Stored data entries
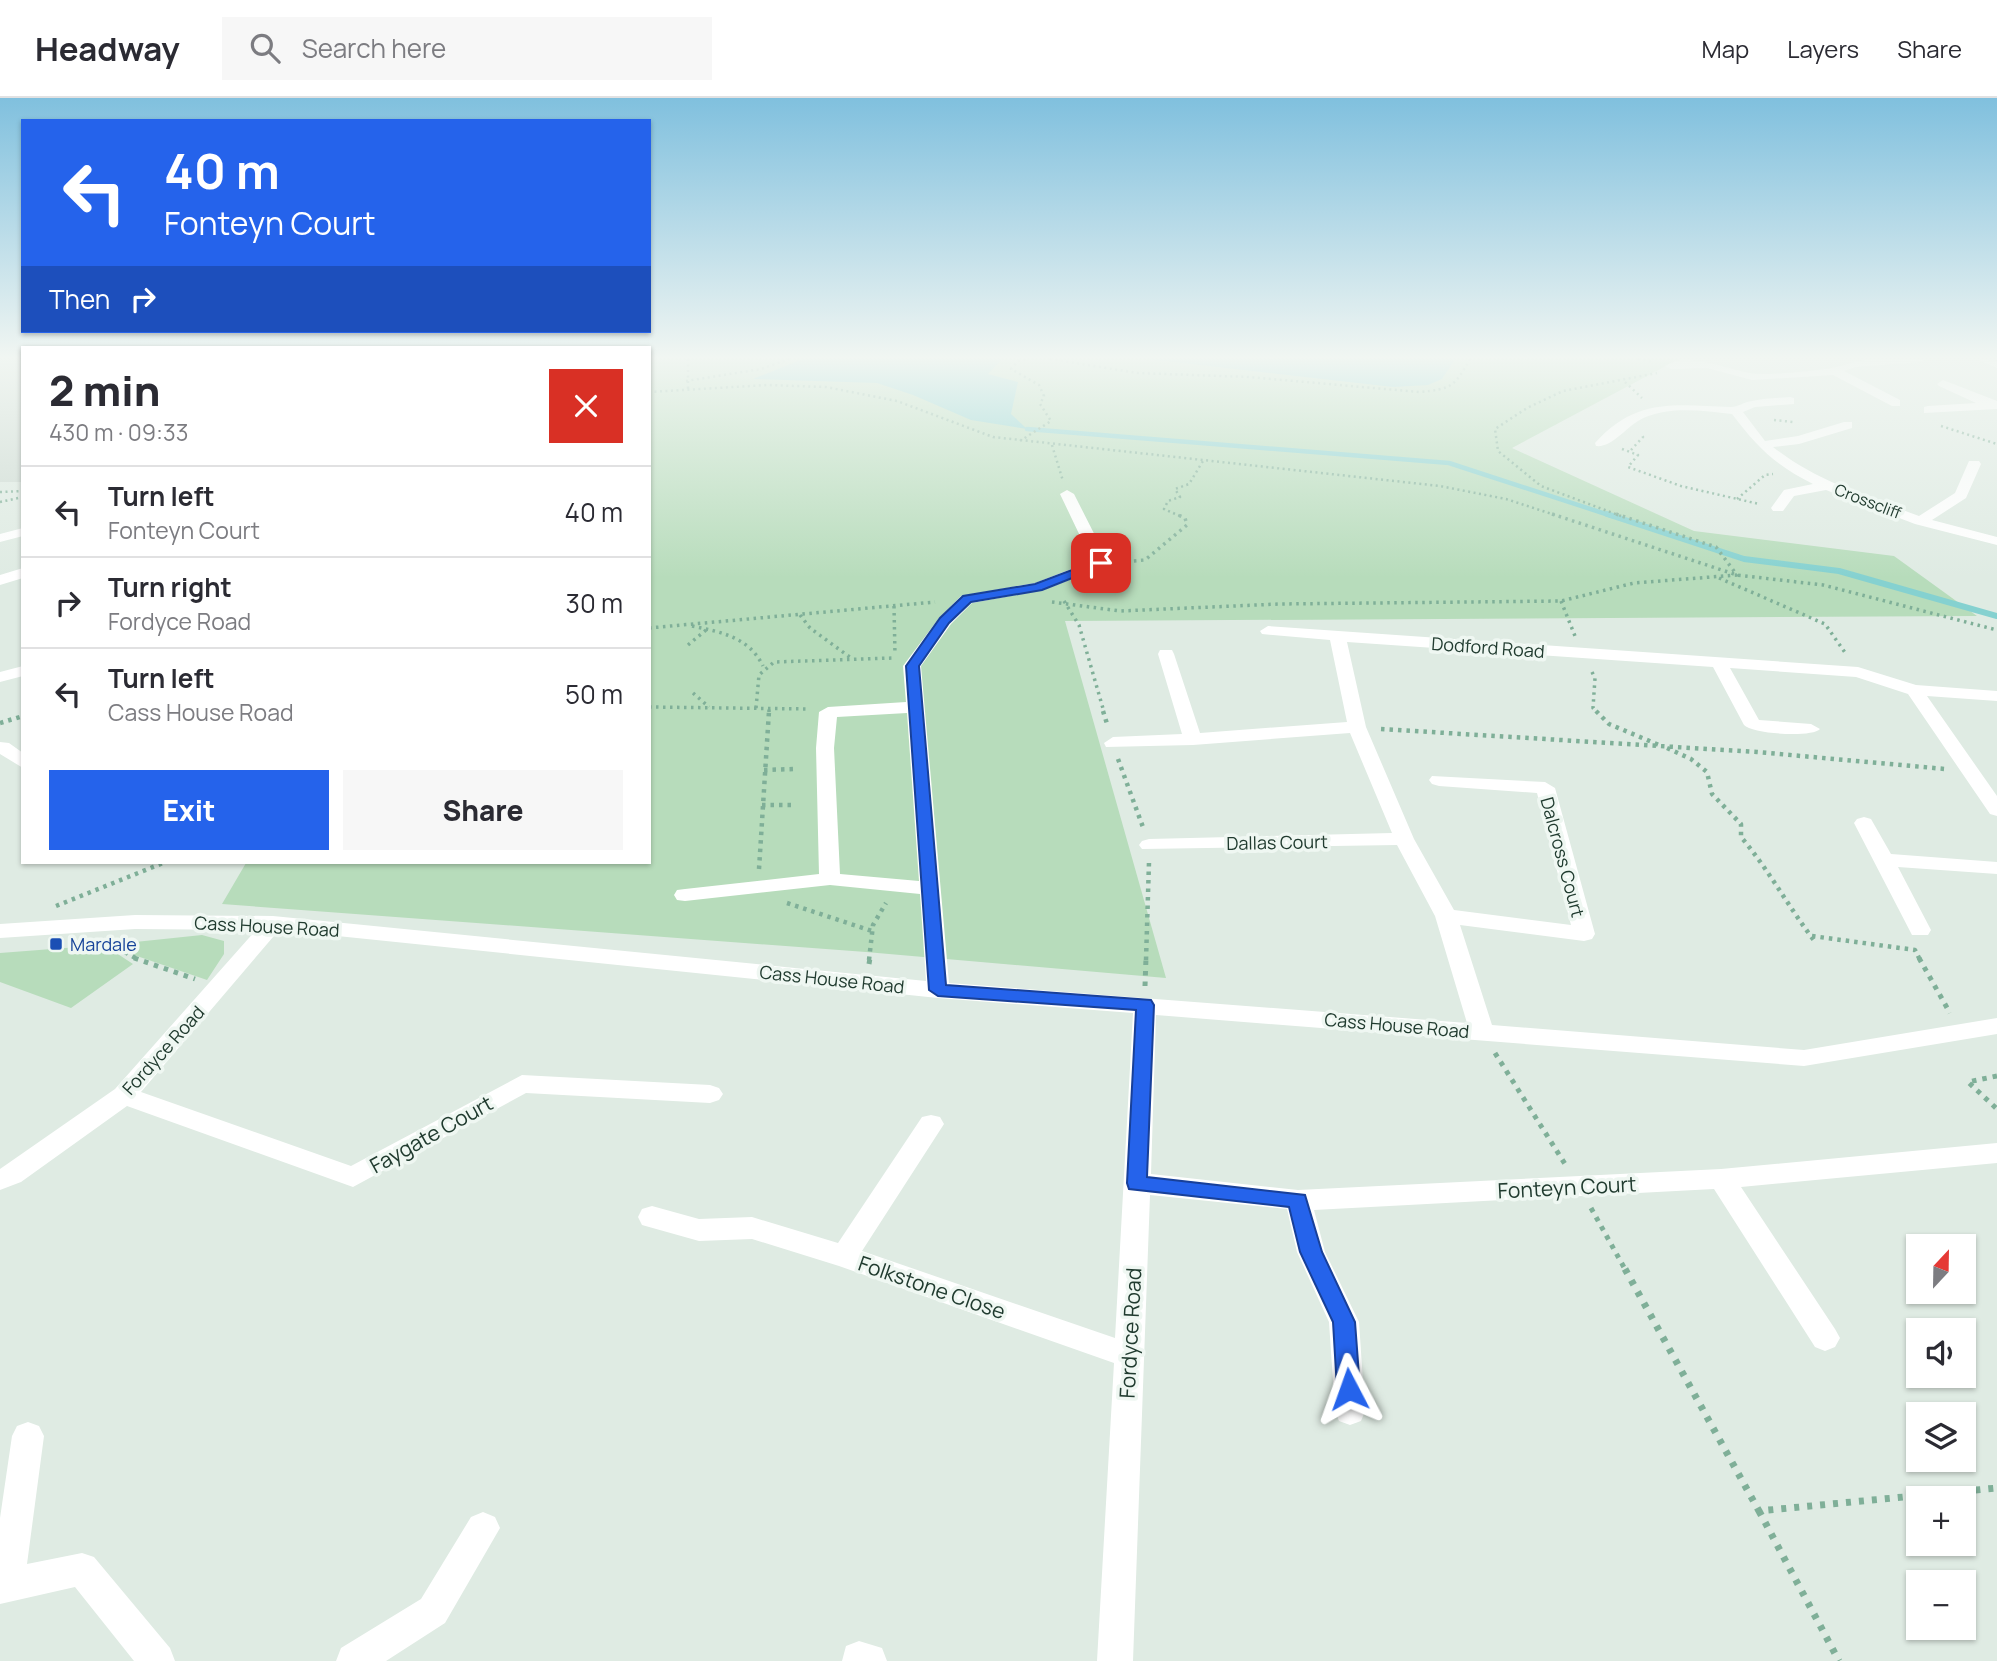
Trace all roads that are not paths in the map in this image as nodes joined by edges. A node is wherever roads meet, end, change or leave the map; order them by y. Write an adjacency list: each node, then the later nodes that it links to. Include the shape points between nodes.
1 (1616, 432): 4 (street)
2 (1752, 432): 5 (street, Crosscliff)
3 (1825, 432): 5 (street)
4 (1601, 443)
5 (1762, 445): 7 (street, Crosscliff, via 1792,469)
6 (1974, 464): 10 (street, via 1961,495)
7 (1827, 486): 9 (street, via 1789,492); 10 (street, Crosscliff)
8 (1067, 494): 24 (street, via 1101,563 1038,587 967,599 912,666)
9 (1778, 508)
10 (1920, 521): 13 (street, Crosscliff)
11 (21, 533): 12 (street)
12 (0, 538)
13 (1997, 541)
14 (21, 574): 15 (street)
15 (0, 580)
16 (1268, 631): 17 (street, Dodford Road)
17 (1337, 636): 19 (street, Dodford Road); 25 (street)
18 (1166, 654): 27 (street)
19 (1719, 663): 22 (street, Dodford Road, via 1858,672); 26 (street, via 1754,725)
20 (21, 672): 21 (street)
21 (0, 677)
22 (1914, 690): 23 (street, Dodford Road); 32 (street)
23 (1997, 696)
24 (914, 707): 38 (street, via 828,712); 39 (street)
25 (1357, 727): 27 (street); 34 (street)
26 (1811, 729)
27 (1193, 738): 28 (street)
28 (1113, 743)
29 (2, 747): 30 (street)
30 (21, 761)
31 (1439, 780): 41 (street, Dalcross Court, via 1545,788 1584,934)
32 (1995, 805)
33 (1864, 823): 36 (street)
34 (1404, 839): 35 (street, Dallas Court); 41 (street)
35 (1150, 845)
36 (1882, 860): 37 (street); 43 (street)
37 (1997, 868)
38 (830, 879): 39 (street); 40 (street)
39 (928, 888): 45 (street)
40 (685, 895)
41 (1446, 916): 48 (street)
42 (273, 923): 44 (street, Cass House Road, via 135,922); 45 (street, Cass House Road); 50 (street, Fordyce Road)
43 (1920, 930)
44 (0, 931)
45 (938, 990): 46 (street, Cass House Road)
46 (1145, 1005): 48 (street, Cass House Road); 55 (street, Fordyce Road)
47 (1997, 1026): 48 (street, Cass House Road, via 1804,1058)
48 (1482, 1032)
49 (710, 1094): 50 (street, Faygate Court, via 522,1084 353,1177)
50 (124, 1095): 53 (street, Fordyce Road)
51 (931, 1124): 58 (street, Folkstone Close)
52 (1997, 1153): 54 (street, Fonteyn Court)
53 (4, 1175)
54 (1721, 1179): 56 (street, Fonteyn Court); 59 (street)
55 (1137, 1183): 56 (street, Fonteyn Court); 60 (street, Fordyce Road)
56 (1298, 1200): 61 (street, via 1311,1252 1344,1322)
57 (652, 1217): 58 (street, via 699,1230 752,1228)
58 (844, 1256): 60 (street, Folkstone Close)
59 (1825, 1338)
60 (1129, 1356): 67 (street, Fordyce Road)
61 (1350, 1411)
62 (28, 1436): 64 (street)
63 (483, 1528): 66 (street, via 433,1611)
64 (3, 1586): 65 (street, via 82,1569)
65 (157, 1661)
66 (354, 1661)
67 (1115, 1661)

---

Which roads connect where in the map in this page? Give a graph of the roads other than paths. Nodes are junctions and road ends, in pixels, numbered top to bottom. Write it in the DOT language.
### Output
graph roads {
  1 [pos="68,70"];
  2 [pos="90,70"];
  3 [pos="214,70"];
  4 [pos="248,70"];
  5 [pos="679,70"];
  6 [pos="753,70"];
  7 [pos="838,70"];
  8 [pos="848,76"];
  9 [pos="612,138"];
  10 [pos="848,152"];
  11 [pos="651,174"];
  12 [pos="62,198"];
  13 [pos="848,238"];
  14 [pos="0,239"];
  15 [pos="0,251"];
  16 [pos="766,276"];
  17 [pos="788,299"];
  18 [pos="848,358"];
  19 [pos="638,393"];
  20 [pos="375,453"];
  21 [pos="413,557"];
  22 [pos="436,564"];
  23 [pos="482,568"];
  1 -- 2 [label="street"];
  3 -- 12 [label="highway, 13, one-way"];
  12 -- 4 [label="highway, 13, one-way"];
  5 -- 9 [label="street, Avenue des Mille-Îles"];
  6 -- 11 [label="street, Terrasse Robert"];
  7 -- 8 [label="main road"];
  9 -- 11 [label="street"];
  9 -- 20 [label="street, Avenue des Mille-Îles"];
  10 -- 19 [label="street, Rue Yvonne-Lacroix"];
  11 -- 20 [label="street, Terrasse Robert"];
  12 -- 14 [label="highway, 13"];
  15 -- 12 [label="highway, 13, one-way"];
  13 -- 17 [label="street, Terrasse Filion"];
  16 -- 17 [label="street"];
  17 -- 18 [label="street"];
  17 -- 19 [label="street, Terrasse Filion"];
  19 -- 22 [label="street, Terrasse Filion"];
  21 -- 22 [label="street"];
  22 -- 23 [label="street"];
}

* [Problem description] Look through the data above. Copy every line with the string "Mille" in it.

* [Solution to this problem]
  5 -- 9 [label="street, Avenue des Mille-Îles"];
  9 -- 20 [label="street, Avenue des Mille-Îles"];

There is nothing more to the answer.